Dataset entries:
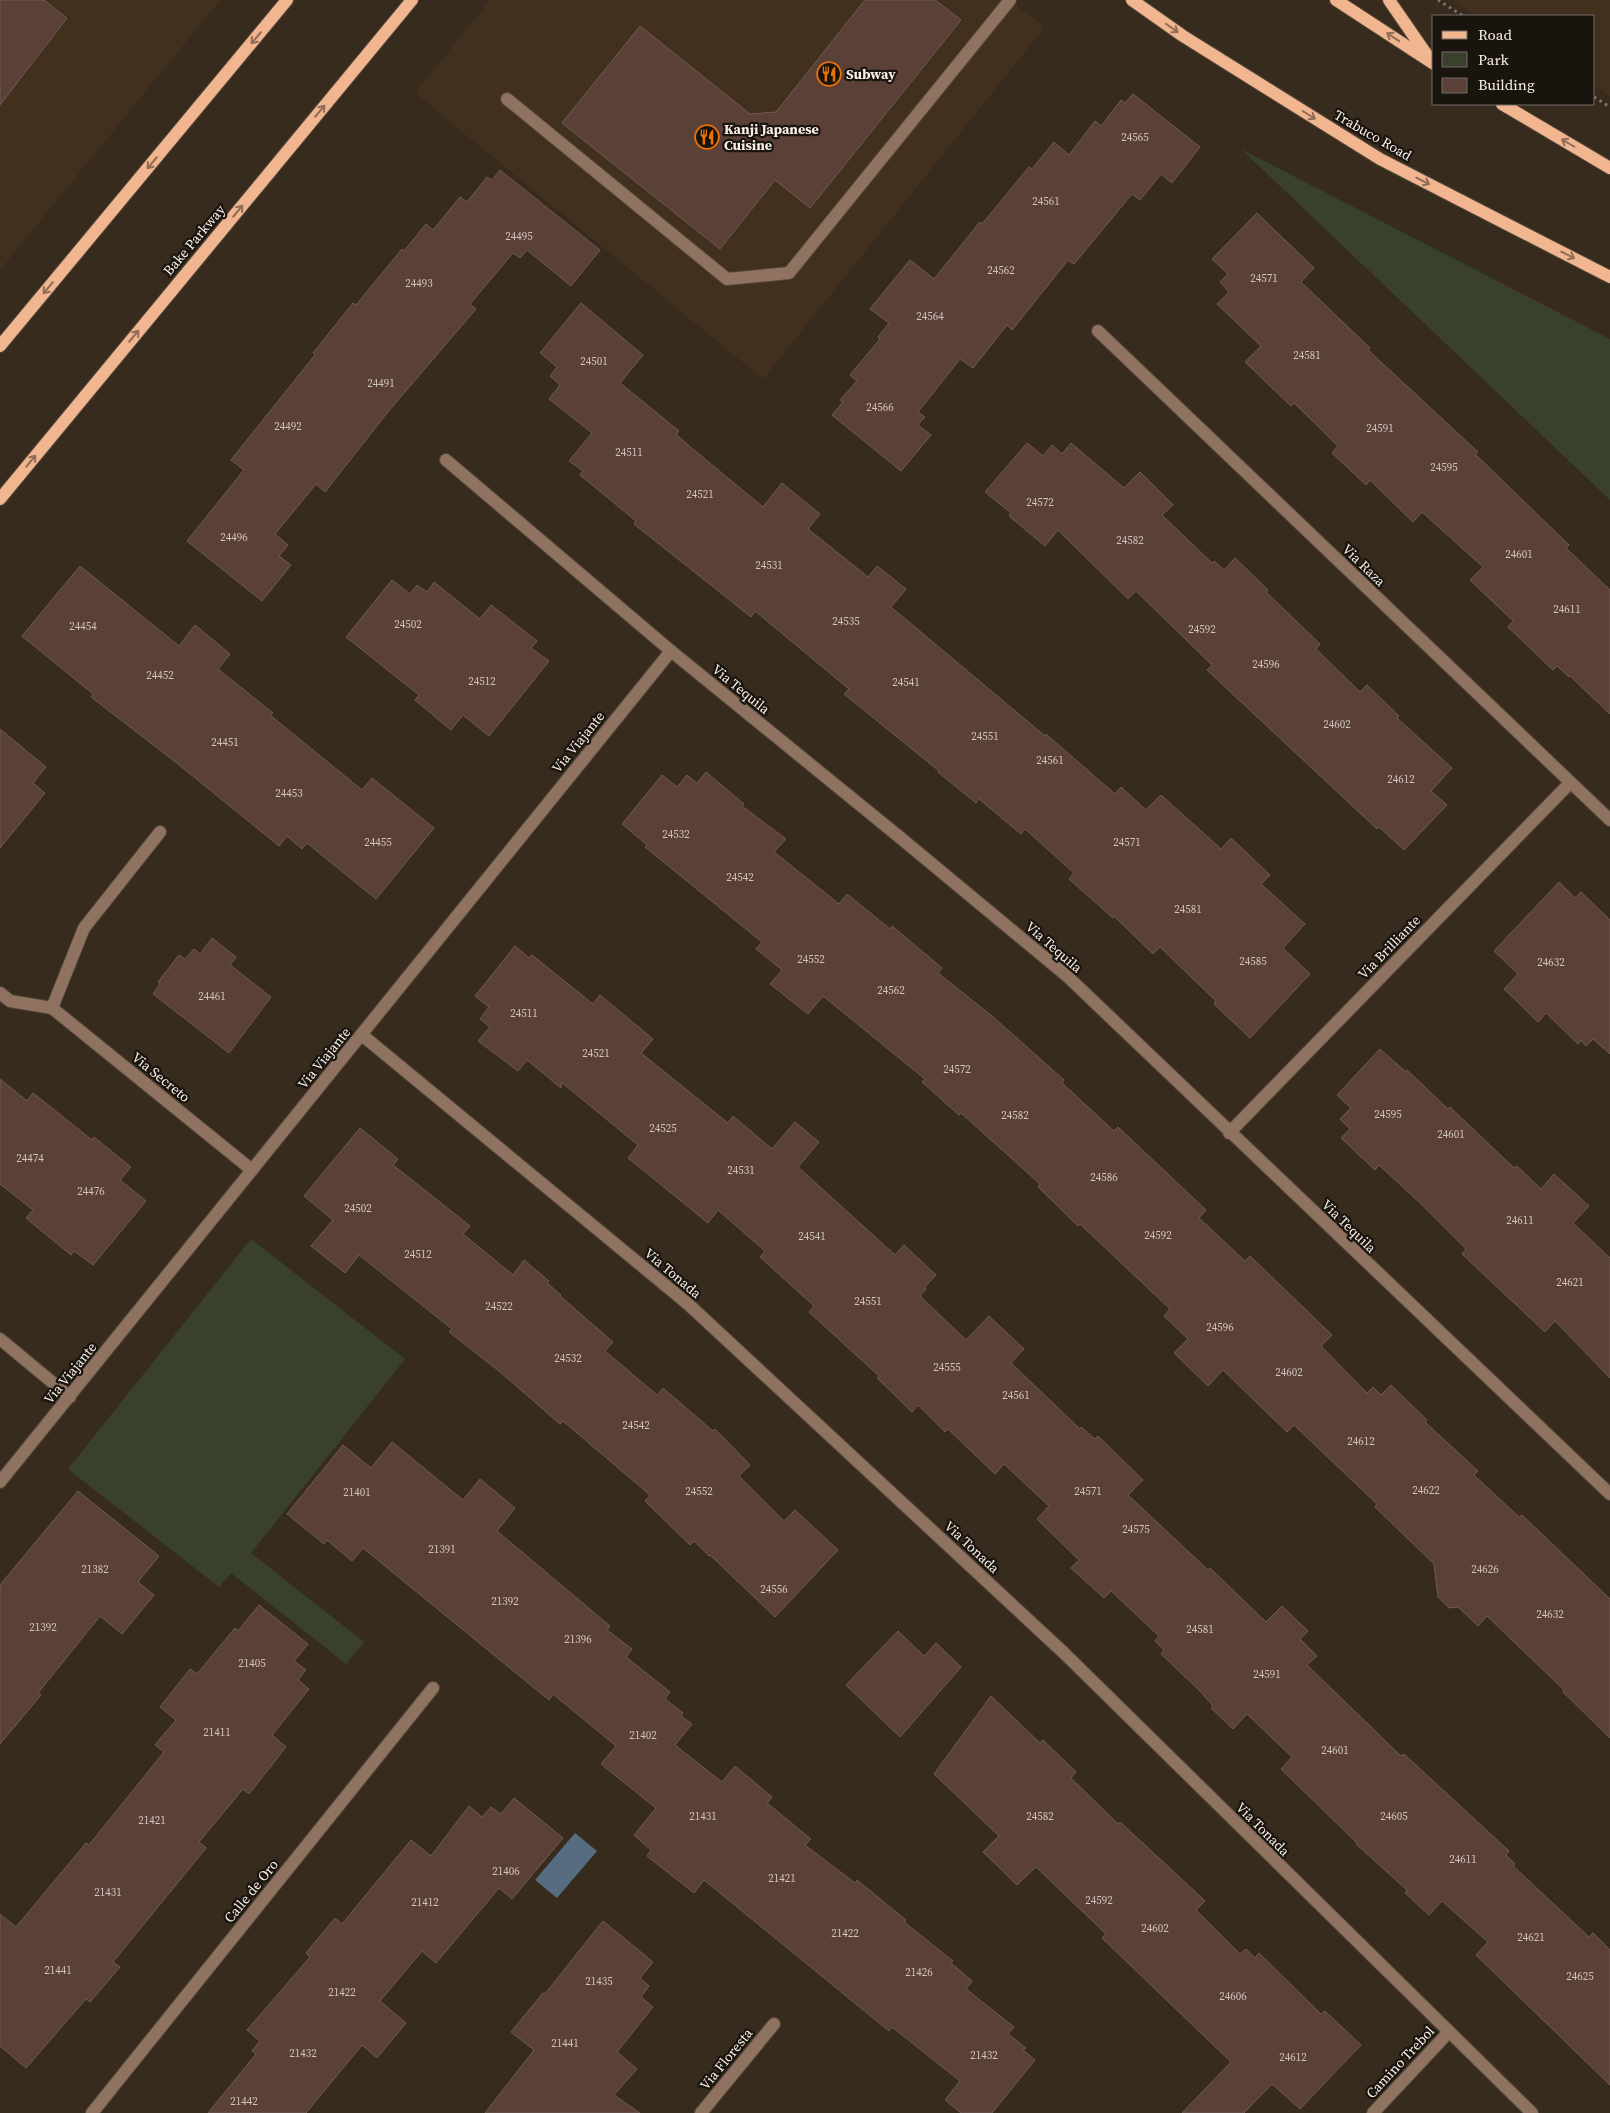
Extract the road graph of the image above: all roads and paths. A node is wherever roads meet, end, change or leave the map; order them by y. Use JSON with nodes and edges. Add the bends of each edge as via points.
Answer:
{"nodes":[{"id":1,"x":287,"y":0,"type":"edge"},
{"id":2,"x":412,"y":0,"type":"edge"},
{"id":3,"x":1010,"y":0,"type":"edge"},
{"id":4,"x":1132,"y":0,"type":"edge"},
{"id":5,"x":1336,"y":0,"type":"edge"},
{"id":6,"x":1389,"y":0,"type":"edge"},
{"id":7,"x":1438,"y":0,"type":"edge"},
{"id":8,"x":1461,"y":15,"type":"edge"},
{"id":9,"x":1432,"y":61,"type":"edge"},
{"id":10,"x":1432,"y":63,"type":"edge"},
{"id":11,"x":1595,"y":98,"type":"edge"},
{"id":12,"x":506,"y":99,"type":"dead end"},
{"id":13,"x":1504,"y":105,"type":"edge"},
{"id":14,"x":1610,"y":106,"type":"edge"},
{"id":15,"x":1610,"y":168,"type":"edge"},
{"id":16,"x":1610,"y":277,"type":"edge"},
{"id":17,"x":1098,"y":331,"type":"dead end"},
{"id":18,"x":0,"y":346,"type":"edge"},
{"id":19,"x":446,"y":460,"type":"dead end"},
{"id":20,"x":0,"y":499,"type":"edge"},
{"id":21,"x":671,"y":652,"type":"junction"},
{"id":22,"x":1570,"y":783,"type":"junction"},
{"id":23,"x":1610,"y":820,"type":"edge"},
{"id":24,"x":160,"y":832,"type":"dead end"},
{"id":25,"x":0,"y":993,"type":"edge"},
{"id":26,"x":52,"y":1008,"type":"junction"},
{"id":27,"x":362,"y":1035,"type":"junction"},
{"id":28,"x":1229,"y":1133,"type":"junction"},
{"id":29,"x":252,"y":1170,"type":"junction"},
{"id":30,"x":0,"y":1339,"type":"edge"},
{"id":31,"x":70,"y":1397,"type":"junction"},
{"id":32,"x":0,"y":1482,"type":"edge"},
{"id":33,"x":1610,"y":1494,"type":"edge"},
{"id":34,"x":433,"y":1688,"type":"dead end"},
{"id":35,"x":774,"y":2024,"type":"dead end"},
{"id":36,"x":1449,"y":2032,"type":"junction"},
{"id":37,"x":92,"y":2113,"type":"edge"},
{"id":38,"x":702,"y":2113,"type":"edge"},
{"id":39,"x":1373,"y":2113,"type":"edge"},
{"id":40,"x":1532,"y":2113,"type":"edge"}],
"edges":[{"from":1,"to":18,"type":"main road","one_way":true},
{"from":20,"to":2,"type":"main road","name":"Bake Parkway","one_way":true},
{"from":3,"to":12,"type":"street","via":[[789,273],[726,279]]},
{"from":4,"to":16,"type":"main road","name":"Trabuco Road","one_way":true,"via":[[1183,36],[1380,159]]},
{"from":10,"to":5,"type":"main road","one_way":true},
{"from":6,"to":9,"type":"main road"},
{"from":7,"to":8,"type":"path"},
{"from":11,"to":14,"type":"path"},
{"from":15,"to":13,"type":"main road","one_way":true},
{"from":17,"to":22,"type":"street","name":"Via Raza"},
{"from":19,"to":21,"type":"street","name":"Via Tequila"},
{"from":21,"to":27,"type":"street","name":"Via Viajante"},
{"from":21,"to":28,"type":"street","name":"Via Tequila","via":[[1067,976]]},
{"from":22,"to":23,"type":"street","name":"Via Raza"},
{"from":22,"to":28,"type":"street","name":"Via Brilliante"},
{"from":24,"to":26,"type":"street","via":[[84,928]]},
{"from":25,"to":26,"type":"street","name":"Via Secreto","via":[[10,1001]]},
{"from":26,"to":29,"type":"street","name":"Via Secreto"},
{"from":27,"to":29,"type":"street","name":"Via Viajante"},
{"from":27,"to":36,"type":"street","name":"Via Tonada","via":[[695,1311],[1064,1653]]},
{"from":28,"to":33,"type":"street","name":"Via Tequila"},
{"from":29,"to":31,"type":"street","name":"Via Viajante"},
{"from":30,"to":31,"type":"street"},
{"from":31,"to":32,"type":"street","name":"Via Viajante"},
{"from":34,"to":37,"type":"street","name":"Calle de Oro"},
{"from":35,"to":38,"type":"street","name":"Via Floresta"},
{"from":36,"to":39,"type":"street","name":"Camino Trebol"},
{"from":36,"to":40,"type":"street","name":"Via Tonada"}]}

--

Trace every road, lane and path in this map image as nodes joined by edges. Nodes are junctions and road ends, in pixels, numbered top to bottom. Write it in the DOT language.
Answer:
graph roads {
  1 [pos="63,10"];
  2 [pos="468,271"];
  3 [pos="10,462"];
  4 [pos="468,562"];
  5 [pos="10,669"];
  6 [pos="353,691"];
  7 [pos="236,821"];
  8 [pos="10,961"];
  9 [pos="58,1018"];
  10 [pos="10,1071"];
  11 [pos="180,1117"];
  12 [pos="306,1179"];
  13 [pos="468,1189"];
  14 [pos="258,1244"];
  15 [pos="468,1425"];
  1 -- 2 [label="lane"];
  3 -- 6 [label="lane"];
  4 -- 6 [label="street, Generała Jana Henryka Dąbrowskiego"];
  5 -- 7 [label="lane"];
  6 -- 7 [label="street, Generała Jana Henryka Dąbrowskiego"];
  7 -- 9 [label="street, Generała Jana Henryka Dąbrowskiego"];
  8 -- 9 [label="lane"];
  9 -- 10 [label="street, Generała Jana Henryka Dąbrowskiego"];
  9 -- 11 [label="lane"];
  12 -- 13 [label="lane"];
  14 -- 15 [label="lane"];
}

...

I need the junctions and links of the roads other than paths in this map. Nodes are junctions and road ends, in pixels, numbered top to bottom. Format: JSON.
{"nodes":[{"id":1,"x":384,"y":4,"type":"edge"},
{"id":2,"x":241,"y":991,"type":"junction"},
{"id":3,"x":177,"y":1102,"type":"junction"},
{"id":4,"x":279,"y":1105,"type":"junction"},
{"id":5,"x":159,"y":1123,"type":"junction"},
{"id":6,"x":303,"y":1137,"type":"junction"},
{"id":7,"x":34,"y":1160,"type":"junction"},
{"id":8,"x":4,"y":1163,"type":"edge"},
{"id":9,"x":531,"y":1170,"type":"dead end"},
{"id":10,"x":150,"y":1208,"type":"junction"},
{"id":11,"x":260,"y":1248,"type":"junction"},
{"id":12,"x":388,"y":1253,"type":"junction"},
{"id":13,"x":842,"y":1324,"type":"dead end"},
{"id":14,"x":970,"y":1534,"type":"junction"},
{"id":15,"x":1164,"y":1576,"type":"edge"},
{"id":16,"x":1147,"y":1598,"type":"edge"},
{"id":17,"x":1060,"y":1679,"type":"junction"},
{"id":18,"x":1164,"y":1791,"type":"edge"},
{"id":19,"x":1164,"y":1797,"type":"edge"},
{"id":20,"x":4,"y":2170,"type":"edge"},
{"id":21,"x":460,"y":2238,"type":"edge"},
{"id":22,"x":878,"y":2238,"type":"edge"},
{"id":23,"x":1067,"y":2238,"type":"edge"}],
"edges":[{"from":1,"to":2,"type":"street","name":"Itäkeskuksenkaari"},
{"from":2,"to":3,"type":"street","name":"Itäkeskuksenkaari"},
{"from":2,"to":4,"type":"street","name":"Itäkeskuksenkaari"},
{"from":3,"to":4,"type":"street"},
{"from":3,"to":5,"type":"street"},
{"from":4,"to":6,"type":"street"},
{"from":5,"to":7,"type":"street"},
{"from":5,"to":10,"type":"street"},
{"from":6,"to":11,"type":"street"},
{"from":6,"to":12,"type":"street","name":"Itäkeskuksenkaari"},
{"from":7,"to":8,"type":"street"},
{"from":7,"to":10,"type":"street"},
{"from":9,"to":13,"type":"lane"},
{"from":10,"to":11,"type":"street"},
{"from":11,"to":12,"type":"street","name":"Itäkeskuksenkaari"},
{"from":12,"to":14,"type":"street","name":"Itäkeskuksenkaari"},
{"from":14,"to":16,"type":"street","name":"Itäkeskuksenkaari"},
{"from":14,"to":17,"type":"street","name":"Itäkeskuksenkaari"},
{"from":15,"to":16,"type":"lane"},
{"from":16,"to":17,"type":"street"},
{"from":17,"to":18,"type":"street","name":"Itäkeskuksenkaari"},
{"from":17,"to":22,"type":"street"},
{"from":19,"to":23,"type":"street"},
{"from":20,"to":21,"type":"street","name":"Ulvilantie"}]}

» **Exercise**
Which lines of the data include the word "image"? Copy each one.

» **Answer space**
Extract the road graph of the image above: all roads and paths. A node is wherever roads meet, end, change or leave the map; order them by y. Use JSON with nodes and edges. Add the bends of each edge as via points.
Trace every road, lane and path in this map image as nodes joined by edges. Nodes are junctions and road ends, in pixels, numbered top to bottom. Write it in the DOT language.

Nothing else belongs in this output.